China began operations of the world's first undersea data centre directly powered by offshore wind, to solve the soaring energy demands of artificial intelligence with greener and more efficient infrastructure, reported the China Daily.
The Shanghai Lingang undersea data center project, built by a subsidiary of China Communications Construction, combines offshore engineering, renewable energy and AI-focused digital infrastructure, the outlet said.
The project has a planned capacity of 24 megawatts, which is enough to power roughly 20,000 households. In a “direct offshore wind connection" power generated by offshore wind farms is transmitted directly to submerged data modules through subsea photoelectric composite cables, bypassing traditional grid-routing systems.
The system also uses seawater as a natural cooling source through a circulating copper-pipe heat exchange design, reducing electricity consumption by 22.8 percent, eliminating freshwater use entirely and cutting land usage by more than 90 percent.
EU Frets as China Builds EV Supply Hub and Battery Components in Morocco
Financial Times reported that China’s manufacturers are “rapidly” expanding in Morocco, building auto parts and battery components to help “power Europe’s electric-vehicle revolution”, concerns are growing in Brussels that Morocco could become a “launch pad for heavily subsidised goods that threaten to swamp European industry”.
China is rapidly investing in Morocco, building a massive electric vehicle supply hub including industrial parks and a $1.3 billion battery gigafactory.
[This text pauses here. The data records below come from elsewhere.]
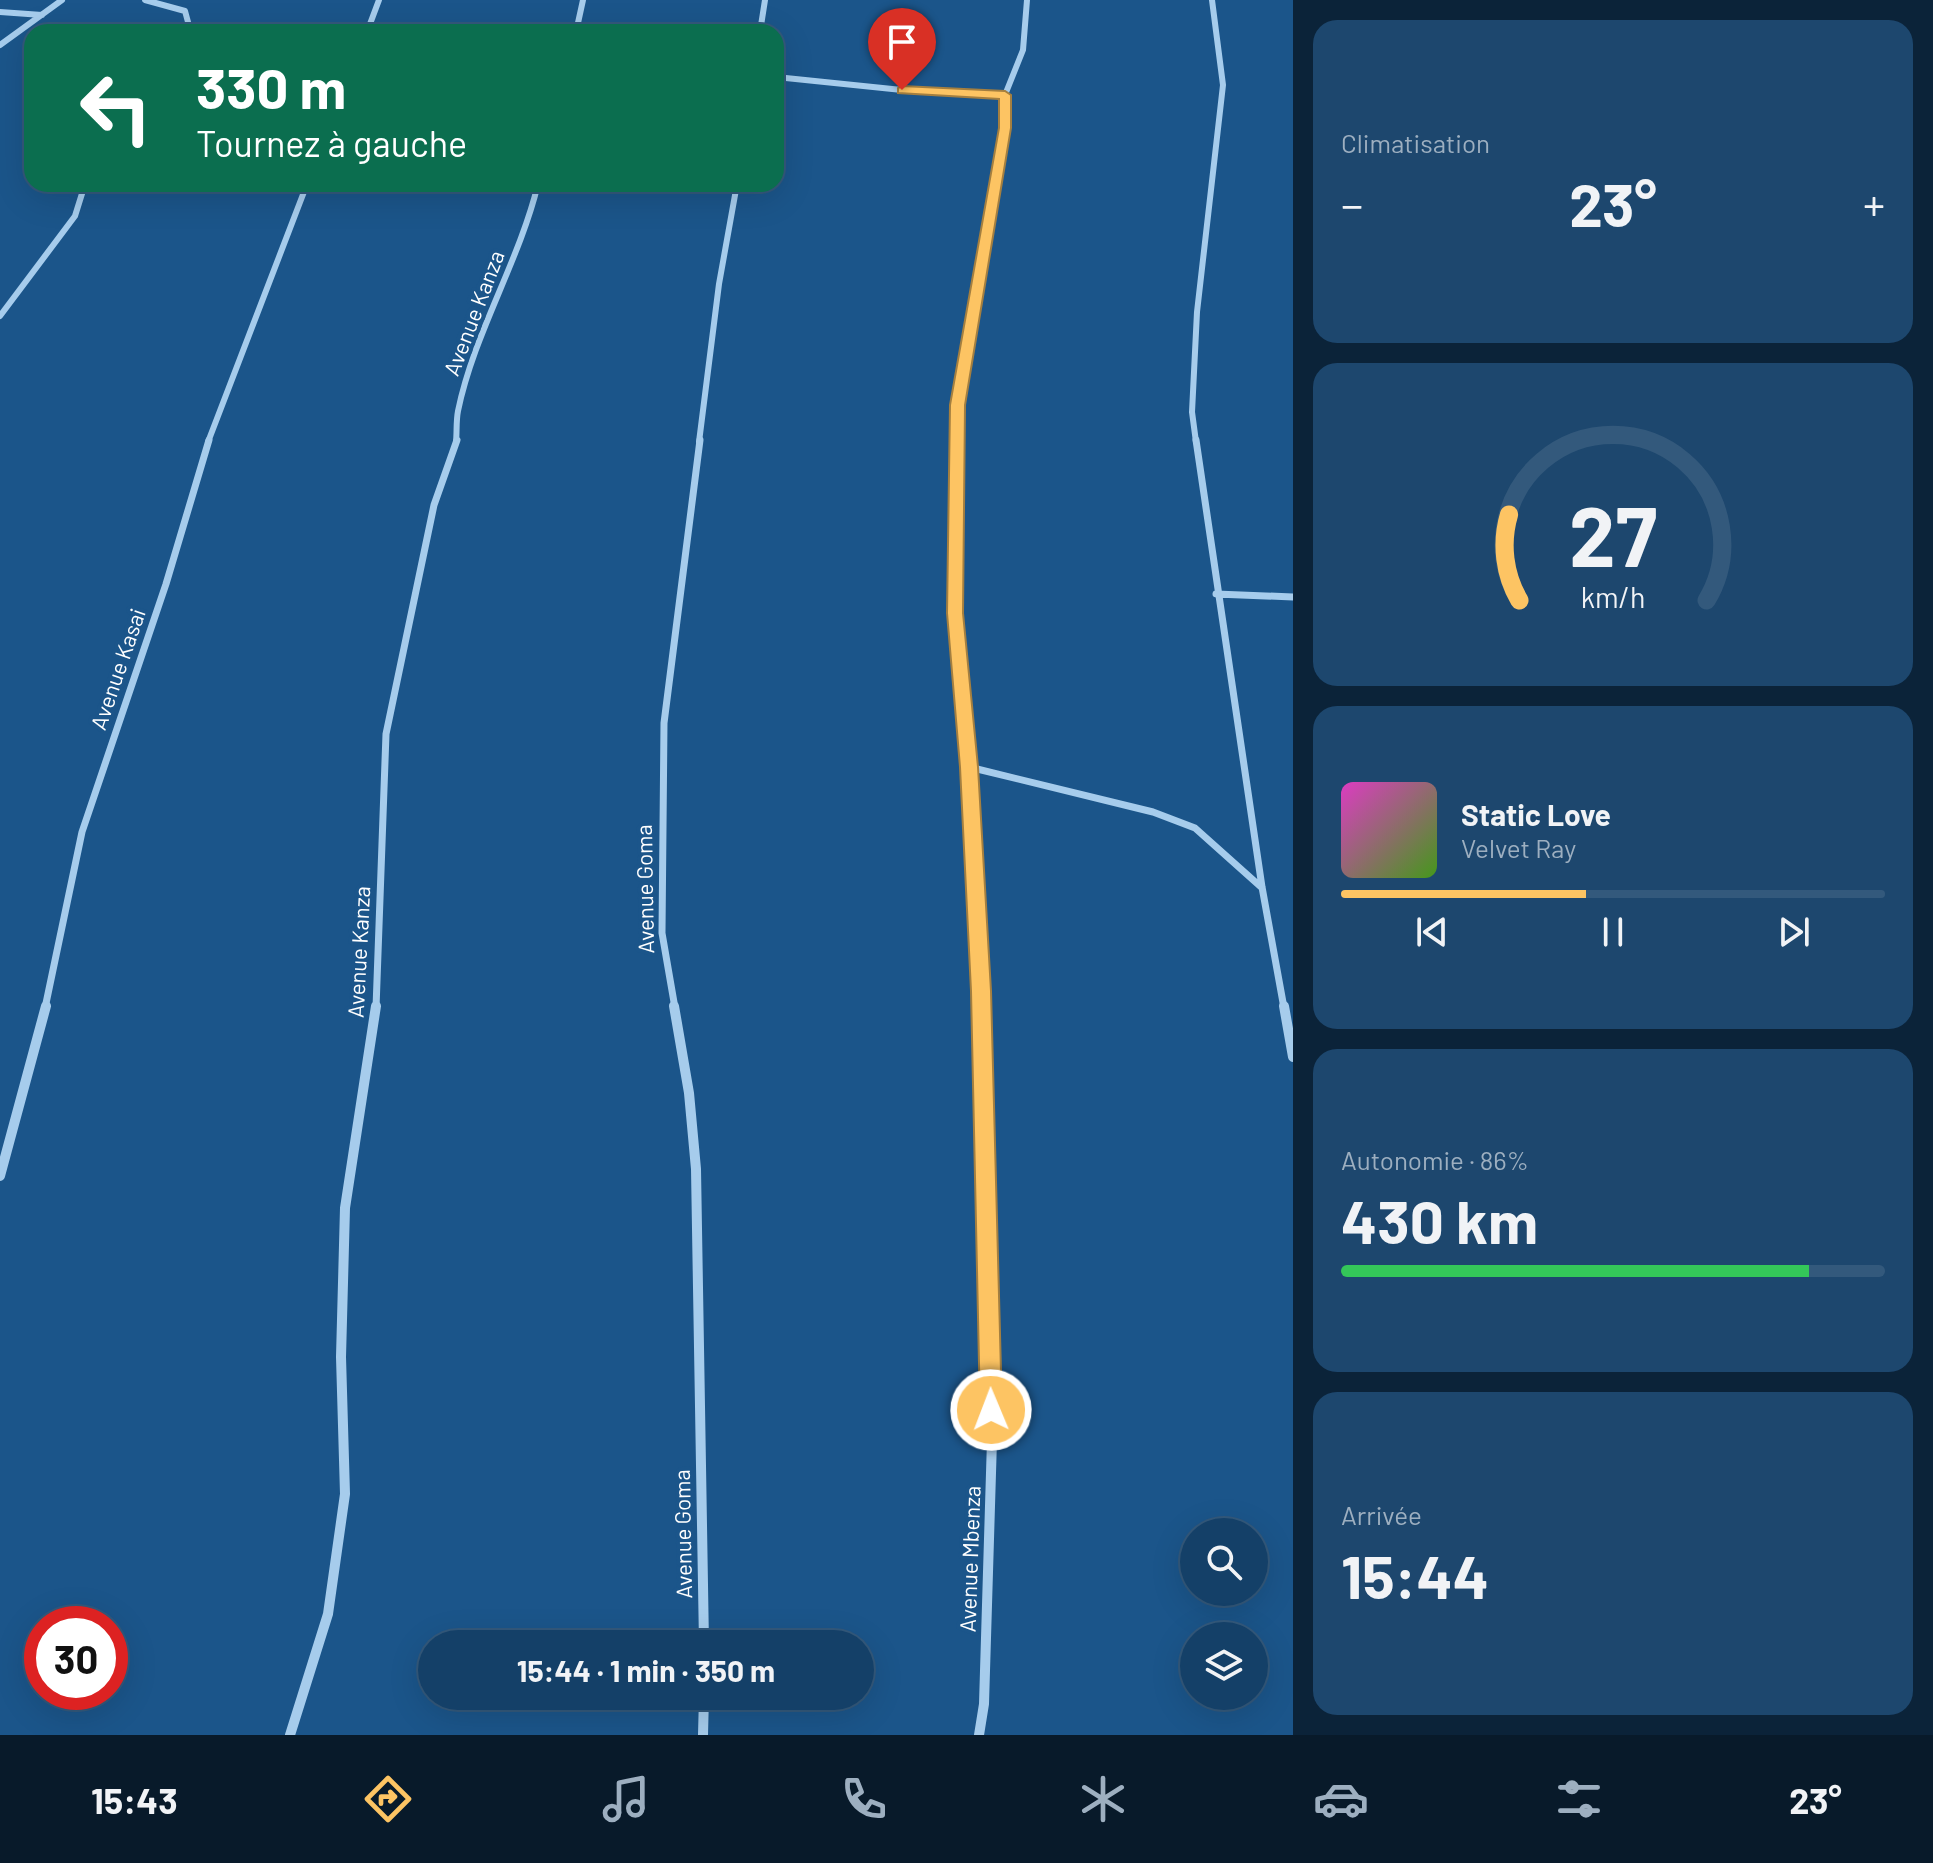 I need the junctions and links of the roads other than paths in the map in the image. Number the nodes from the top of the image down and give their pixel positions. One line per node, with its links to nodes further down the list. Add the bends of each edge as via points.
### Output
1 (62, 0): 9 (street)
2 (145, 0): 11 (street, via 185,11)
3 (379, 0): 12 (street)
4 (583, 0): 13 (street)
5 (765, 0): 14 (street)
6 (1027, 0): 18 (street, Avenue Mbenza, via 1023,50)
7 (1212, 0): 24 (street, via 1223,85 1197,312 1192,412)
8 (0, 12): 9 (street)
9 (42, 15): 10 (street)
10 (29, 24)
11 (187, 24)
12 (370, 24)
13 (578, 24)
14 (761, 24)
15 (24, 28): 16 (street)
16 (0, 45)
17 (784, 78): 18 (street)
18 (1005, 95): 26 (street, Avenue Mbenza, via 1005,128 958,405 955,613)
19 (82, 192): 23 (street, via 75,216)
20 (304, 192): 29 (street, Avenue Kasai, via 215,419 82,832 58,960)
21 (536, 192): 32 (street, Avenue Kanza, via 465,383 457,440 434,505 386,734 378,993 345,1208 345,1494 328,1614)
22 (736, 192): 30 (street, Avenue Goma, via 719,284 664,723 662,933 696,1169)
23 (0, 316)
24 (1216, 594): 25 (street); 27 (street)
25 (1293, 597)
26 (969, 767): 27 (street, via 1153,812 1195,828); 34 (street, Avenue Mbenza, via 981,991 992,1440)
27 (1262, 887): 28 (street)
28 (1293, 1057)
29 (0, 1176)
30 (704, 1630)
31 (704, 1710): 33 (street)
32 (290, 1735)
33 (703, 1735)
34 (979, 1735) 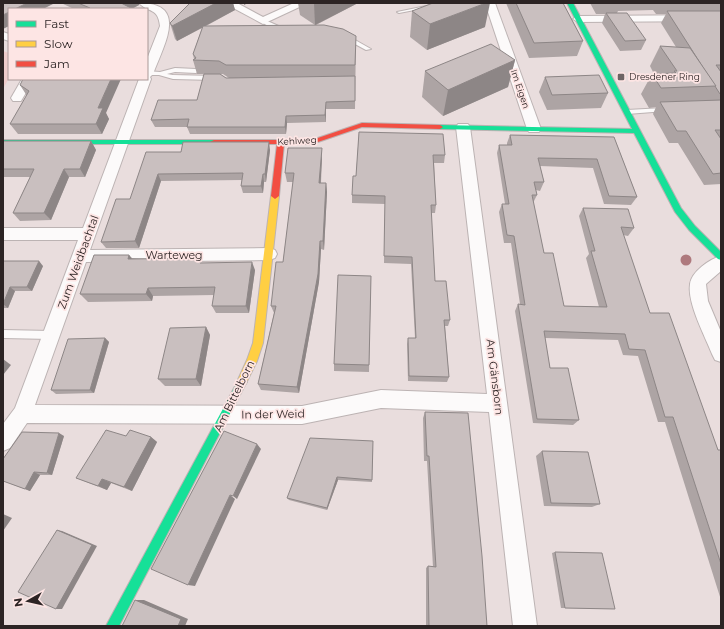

European Union policymakers fear that China is using Morocco as a backdoor to bypass heavy EV tariffs by exporting minimally processed parts tariff-free to Europe.
Moroccan officials deny the allegations, highlighting strong rules of origin and significant local value-add. The situation creates a dilemma for EU regulators, as penalizing Moroccan exports could disrupt supply chains for major European carmakers that operate in Morocco, reported Business Insider Africa.
The World’s Biggest Battery Maker, CATL, Says Energy Storage is Expected to Account for Half of its Global Sales by 2030, up From 25% Now
The world's top battery manufacturer, CATL, expects sales of battery storage systems to account for half of its total sales in the coming years, signaling strong optimism about the battery storage sector as countries investing in alternative energy seek to make it more reliable, Reuters reported.
Storage is the only way to use electricity later than the moment it was generated, which is how electricity is normally used. With regions such as Europe and parts of Asia betting big on wind and solar electricity, battery storage has become a necessity. China, CATL's home country, is also among the big investors in battery storage as it seeks to curb the waste of surplus wind and solar generation during periods of low demand.
'Sovereign Technology': UK Replaces US Firm Palantir’s Tech With In-House Set Up
The UK government said millions of pounds have been saved by replacing a Palantir IT system which helps to find homes for Ukrainian refugees with one built by its own experts, reported the BBC. The report said the Government's chief commercial officer informed Palantir of his concern about the firm's practice of offering a zero-cost initial offer to turn into a commercial project.
The department set a precedent by moving a complex live system to an in-house set up, reducing reliance on external suppliers, the outlet said adding that message may be particularly welcome to those who have criticised Palantir and its contracts across UK public services - including with the NHS, the Ministry of Defence (MoD), the Financial Conduct Authority and 11 police forces.
British lawmakers called for the government to end a contract between the country's National Health Service and AI giant Palantir, warning of an over-reliance on US data provider, reported ET.
European governments are also reevaluating their agreements with US defence tech contractor Palantir
“Palantir's involvement with US immigration enforcement and Israel's military, as well as the beliefs of its two most prominent founders, make it an unsuitable partner, " the BBC report said.